Литмир - Электронная Библиотека

Молодая толпа веселилась: наш декан подарил мне во сне билет на Голливуд всех времен и народов!.. В его сне или в твоем?.. Важная разница? Сидим в кино на разных концах ряда, и на экран ему смотреть некогда — все оглядывается, нет ли где жены, или родственников жены, или соседей… Видит, вроде на лицах ни одной знакомой черты. И давай занудно меняться с каждым местами — подбираться ко мне. Наконец пересадил весь ряд — перегрохотал всеми креслами, и тут мы бросаемся друг к другу в объятия, начинаем целоваться — и нам тем более наплевать на кино всех времен… Он хватает портфель, выбегаем из зала — и на выходе сталкиваемся с его опоздавшей женой…

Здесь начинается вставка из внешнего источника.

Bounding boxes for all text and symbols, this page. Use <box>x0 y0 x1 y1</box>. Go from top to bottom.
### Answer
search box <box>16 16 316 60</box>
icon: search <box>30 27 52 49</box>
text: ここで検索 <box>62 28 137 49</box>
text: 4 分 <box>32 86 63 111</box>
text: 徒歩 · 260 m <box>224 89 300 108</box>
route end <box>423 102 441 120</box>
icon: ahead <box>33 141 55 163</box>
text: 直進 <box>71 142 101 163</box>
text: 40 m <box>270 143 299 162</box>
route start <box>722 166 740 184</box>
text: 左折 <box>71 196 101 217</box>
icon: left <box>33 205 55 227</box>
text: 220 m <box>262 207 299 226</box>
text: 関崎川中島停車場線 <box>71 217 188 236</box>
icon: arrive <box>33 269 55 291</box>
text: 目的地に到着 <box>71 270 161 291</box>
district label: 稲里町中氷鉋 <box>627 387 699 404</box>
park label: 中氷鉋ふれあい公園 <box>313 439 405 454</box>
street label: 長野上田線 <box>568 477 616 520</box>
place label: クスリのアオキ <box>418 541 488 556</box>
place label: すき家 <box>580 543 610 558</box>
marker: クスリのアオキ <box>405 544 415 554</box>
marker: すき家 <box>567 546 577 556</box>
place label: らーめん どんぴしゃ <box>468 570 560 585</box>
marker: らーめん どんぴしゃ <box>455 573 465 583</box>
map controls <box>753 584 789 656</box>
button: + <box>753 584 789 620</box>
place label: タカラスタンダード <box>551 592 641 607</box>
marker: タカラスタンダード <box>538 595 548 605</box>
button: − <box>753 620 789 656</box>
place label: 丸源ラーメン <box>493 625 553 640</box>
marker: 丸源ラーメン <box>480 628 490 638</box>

Сзади говорили: а на третьей паре курения я подслушал жирный анекдот. Помер какой-то литпердун, рифмовал советские лозунги, а вдова гонит, что муж — гений, столп мировой поэзии. И теперь подбирает каждую салфетку и каждый памперс, где великий забыл запятые, полный отстой… Ну пусть старушка развлекается… А если завернуть к тетке и за недурную сумму накропать биографию гения? Вот тебе и реализация грезы!..

Погребальная колесница, не притертая к близости молодого смеха, слушала — и отзывалась собачьим подвыванием и брюзжанием темных стекол, всхрапом углов и зубной болью шурупов, молодые лица перелетало любопытство к чужому и дальнему сюжету — город, уже присутствующий в бинокле, но еще не настал въяве… И бежали притчи дня, и сладок был остров здешней весны.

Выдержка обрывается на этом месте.